DATA SHOWN
*** Block opens ***

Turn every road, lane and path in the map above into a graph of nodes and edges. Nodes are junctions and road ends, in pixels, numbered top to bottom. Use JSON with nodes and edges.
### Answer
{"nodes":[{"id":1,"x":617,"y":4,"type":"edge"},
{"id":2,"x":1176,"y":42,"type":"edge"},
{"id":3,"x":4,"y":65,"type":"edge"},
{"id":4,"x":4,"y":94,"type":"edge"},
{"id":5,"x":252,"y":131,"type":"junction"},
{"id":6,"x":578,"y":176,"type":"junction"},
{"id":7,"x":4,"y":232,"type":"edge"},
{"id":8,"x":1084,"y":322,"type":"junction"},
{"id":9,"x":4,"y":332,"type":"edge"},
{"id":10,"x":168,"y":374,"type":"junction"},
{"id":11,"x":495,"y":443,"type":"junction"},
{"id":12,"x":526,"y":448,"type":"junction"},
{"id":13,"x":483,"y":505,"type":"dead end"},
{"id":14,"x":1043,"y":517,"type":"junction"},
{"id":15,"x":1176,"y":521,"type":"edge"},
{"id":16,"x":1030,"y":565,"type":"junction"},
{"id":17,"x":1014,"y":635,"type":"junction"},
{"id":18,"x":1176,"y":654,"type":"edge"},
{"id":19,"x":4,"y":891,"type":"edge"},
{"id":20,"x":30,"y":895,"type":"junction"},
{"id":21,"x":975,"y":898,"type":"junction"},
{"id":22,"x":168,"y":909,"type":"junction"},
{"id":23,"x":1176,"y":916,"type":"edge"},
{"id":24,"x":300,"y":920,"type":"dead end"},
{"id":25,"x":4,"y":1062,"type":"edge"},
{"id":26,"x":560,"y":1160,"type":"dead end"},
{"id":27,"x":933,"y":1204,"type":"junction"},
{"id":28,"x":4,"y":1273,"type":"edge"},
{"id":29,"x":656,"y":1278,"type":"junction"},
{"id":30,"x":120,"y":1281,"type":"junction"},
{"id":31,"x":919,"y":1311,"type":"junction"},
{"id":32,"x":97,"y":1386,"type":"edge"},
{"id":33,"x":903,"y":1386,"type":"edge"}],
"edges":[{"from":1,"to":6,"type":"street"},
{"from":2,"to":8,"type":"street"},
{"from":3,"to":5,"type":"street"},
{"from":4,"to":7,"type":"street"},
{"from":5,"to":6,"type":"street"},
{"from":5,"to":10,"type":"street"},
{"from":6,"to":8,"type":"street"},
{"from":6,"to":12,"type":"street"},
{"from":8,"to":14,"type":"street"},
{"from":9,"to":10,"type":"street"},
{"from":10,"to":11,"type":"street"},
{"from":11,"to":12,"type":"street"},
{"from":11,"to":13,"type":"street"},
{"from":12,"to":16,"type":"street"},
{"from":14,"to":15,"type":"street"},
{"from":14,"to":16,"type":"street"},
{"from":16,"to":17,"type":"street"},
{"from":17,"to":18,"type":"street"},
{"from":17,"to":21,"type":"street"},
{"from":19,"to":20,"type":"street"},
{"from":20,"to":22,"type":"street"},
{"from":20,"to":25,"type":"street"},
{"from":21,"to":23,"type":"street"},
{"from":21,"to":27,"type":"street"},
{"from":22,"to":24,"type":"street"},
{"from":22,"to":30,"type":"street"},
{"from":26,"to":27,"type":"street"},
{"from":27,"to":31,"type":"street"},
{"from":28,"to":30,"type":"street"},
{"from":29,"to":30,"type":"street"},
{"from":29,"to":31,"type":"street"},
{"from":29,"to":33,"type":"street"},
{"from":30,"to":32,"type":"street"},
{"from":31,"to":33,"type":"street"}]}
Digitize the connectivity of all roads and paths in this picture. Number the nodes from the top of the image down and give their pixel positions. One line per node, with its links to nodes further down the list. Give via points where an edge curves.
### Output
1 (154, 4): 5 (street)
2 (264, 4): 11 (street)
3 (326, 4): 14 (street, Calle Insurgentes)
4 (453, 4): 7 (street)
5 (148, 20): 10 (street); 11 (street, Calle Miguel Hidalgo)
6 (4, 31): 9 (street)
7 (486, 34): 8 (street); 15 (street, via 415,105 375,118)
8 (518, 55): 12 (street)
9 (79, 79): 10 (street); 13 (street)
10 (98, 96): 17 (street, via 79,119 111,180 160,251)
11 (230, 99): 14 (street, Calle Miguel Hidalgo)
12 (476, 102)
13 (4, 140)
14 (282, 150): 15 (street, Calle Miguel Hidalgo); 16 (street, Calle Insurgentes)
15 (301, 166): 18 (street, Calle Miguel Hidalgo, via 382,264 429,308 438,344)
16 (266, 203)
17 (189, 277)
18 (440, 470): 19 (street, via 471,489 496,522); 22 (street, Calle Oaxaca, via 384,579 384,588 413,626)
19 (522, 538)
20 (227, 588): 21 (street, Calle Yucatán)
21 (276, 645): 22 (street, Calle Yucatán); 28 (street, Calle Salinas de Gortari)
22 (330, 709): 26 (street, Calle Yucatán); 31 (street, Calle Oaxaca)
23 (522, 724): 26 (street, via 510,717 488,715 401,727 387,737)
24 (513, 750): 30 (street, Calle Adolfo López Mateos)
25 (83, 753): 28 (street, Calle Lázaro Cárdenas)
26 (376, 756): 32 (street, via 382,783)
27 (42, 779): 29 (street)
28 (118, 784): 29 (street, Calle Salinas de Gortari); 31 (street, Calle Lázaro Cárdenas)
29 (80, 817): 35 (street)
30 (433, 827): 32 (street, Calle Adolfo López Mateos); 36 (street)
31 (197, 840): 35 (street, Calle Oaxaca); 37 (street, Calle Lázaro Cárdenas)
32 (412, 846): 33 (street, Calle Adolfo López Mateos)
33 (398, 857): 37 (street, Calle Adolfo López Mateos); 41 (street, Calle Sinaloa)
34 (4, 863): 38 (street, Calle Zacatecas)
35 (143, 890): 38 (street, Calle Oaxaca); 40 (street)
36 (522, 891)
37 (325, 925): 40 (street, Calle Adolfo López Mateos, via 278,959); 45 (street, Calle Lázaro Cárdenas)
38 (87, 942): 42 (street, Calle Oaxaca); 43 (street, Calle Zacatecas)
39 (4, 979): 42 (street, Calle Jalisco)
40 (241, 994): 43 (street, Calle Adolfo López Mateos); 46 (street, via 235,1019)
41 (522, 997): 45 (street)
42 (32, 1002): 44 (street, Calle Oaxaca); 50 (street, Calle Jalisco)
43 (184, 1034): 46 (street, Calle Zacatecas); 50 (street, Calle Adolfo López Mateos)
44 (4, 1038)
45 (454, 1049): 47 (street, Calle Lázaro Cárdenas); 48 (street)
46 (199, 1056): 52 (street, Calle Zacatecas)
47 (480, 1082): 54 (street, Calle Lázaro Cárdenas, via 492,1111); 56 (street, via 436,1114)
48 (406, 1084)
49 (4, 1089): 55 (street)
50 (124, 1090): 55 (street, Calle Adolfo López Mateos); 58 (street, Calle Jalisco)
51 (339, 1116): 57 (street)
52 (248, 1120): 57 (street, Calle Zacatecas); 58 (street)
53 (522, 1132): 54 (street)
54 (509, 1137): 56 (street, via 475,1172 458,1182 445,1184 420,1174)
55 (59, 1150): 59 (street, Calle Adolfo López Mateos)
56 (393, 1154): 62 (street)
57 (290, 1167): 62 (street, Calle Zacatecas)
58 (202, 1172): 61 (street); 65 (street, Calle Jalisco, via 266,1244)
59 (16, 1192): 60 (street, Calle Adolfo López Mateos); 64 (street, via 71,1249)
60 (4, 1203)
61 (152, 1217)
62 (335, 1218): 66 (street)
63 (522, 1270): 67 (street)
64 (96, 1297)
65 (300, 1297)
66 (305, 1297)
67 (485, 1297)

*** Block closes ***

PROBLEM STATEMENT
Print all records shown above, word for word.

RESULT
Turn every road, lane and path in the map above into a graph of nodes and edges. Nodes are junctions and road ends, in pixels, numbered top to bottom. Use JSON with nodes and edges.
### Answer
{"nodes":[{"id":1,"x":617,"y":4,"type":"edge"},
{"id":2,"x":1176,"y":42,"type":"edge"},
{"id":3,"x":4,"y":65,"type":"edge"},
{"id":4,"x":4,"y":94,"type":"edge"},
{"id":5,"x":252,"y":131,"type":"junction"},
{"id":6,"x":578,"y":176,"type":"junction"},
{"id":7,"x":4,"y":232,"type":"edge"},
{"id":8,"x":1084,"y":322,"type":"junction"},
{"id":9,"x":4,"y":332,"type":"edge"},
{"id":10,"x":168,"y":374,"type":"junction"},
{"id":11,"x":495,"y":443,"type":"junction"},
{"id":12,"x":526,"y":448,"type":"junction"},
{"id":13,"x":483,"y":505,"type":"dead end"},
{"id":14,"x":1043,"y":517,"type":"junction"},
{"id":15,"x":1176,"y":521,"type":"edge"},
{"id":16,"x":1030,"y":565,"type":"junction"},
{"id":17,"x":1014,"y":635,"type":"junction"},
{"id":18,"x":1176,"y":654,"type":"edge"},
{"id":19,"x":4,"y":891,"type":"edge"},
{"id":20,"x":30,"y":895,"type":"junction"},
{"id":21,"x":975,"y":898,"type":"junction"},
{"id":22,"x":168,"y":909,"type":"junction"},
{"id":23,"x":1176,"y":916,"type":"edge"},
{"id":24,"x":300,"y":920,"type":"dead end"},
{"id":25,"x":4,"y":1062,"type":"edge"},
{"id":26,"x":560,"y":1160,"type":"dead end"},
{"id":27,"x":933,"y":1204,"type":"junction"},
{"id":28,"x":4,"y":1273,"type":"edge"},
{"id":29,"x":656,"y":1278,"type":"junction"},
{"id":30,"x":120,"y":1281,"type":"junction"},
{"id":31,"x":919,"y":1311,"type":"junction"},
{"id":32,"x":97,"y":1386,"type":"edge"},
{"id":33,"x":903,"y":1386,"type":"edge"}],
"edges":[{"from":1,"to":6,"type":"street"},
{"from":2,"to":8,"type":"street"},
{"from":3,"to":5,"type":"street"},
{"from":4,"to":7,"type":"street"},
{"from":5,"to":6,"type":"street"},
{"from":5,"to":10,"type":"street"},
{"from":6,"to":8,"type":"street"},
{"from":6,"to":12,"type":"street"},
{"from":8,"to":14,"type":"street"},
{"from":9,"to":10,"type":"street"},
{"from":10,"to":11,"type":"street"},
{"from":11,"to":12,"type":"street"},
{"from":11,"to":13,"type":"street"},
{"from":12,"to":16,"type":"street"},
{"from":14,"to":15,"type":"street"},
{"from":14,"to":16,"type":"street"},
{"from":16,"to":17,"type":"street"},
{"from":17,"to":18,"type":"street"},
{"from":17,"to":21,"type":"street"},
{"from":19,"to":20,"type":"street"},
{"from":20,"to":22,"type":"street"},
{"from":20,"to":25,"type":"street"},
{"from":21,"to":23,"type":"street"},
{"from":21,"to":27,"type":"street"},
{"from":22,"to":24,"type":"street"},
{"from":22,"to":30,"type":"street"},
{"from":26,"to":27,"type":"street"},
{"from":27,"to":31,"type":"street"},
{"from":28,"to":30,"type":"street"},
{"from":29,"to":30,"type":"street"},
{"from":29,"to":31,"type":"street"},
{"from":29,"to":33,"type":"street"},
{"from":30,"to":32,"type":"street"},
{"from":31,"to":33,"type":"street"}]}
Digitize the connectivity of all roads and paths in this picture. Number the nodes from the top of the image down and give their pixel positions. One line per node, with its links to nodes further down the list. Give via points where an edge curves.
### Output
1 (154, 4): 5 (street)
2 (264, 4): 11 (street)
3 (326, 4): 14 (street, Calle Insurgentes)
4 (453, 4): 7 (street)
5 (148, 20): 10 (street); 11 (street, Calle Miguel Hidalgo)
6 (4, 31): 9 (street)
7 (486, 34): 8 (street); 15 (street, via 415,105 375,118)
8 (518, 55): 12 (street)
9 (79, 79): 10 (street); 13 (street)
10 (98, 96): 17 (street, via 79,119 111,180 160,251)
11 (230, 99): 14 (street, Calle Miguel Hidalgo)
12 (476, 102)
13 (4, 140)
14 (282, 150): 15 (street, Calle Miguel Hidalgo); 16 (street, Calle Insurgentes)
15 (301, 166): 18 (street, Calle Miguel Hidalgo, via 382,264 429,308 438,344)
16 (266, 203)
17 (189, 277)
18 (440, 470): 19 (street, via 471,489 496,522); 22 (street, Calle Oaxaca, via 384,579 384,588 413,626)
19 (522, 538)
20 (227, 588): 21 (street, Calle Yucatán)
21 (276, 645): 22 (street, Calle Yucatán); 28 (street, Calle Salinas de Gortari)
22 (330, 709): 26 (street, Calle Yucatán); 31 (street, Calle Oaxaca)
23 (522, 724): 26 (street, via 510,717 488,715 401,727 387,737)
24 (513, 750): 30 (street, Calle Adolfo López Mateos)
25 (83, 753): 28 (street, Calle Lázaro Cárdenas)
26 (376, 756): 32 (street, via 382,783)
27 (42, 779): 29 (street)
28 (118, 784): 29 (street, Calle Salinas de Gortari); 31 (street, Calle Lázaro Cárdenas)
29 (80, 817): 35 (street)
30 (433, 827): 32 (street, Calle Adolfo López Mateos); 36 (street)
31 (197, 840): 35 (street, Calle Oaxaca); 37 (street, Calle Lázaro Cárdenas)
32 (412, 846): 33 (street, Calle Adolfo López Mateos)
33 (398, 857): 37 (street, Calle Adolfo López Mateos); 41 (street, Calle Sinaloa)
34 (4, 863): 38 (street, Calle Zacatecas)
35 (143, 890): 38 (street, Calle Oaxaca); 40 (street)
36 (522, 891)
37 (325, 925): 40 (street, Calle Adolfo López Mateos, via 278,959); 45 (street, Calle Lázaro Cárdenas)
38 (87, 942): 42 (street, Calle Oaxaca); 43 (street, Calle Zacatecas)
39 (4, 979): 42 (street, Calle Jalisco)
40 (241, 994): 43 (street, Calle Adolfo López Mateos); 46 (street, via 235,1019)
41 (522, 997): 45 (street)
42 (32, 1002): 44 (street, Calle Oaxaca); 50 (street, Calle Jalisco)
43 (184, 1034): 46 (street, Calle Zacatecas); 50 (street, Calle Adolfo López Mateos)
44 (4, 1038)
45 (454, 1049): 47 (street, Calle Lázaro Cárdenas); 48 (street)
46 (199, 1056): 52 (street, Calle Zacatecas)
47 (480, 1082): 54 (street, Calle Lázaro Cárdenas, via 492,1111); 56 (street, via 436,1114)
48 (406, 1084)
49 (4, 1089): 55 (street)
50 (124, 1090): 55 (street, Calle Adolfo López Mateos); 58 (street, Calle Jalisco)
51 (339, 1116): 57 (street)
52 (248, 1120): 57 (street, Calle Zacatecas); 58 (street)
53 (522, 1132): 54 (street)
54 (509, 1137): 56 (street, via 475,1172 458,1182 445,1184 420,1174)
55 (59, 1150): 59 (street, Calle Adolfo López Mateos)
56 (393, 1154): 62 (street)
57 (290, 1167): 62 (street, Calle Zacatecas)
58 (202, 1172): 61 (street); 65 (street, Calle Jalisco, via 266,1244)
59 (16, 1192): 60 (street, Calle Adolfo López Mateos); 64 (street, via 71,1249)
60 (4, 1203)
61 (152, 1217)
62 (335, 1218): 66 (street)
63 (522, 1270): 67 (street)
64 (96, 1297)
65 (300, 1297)
66 (305, 1297)
67 (485, 1297)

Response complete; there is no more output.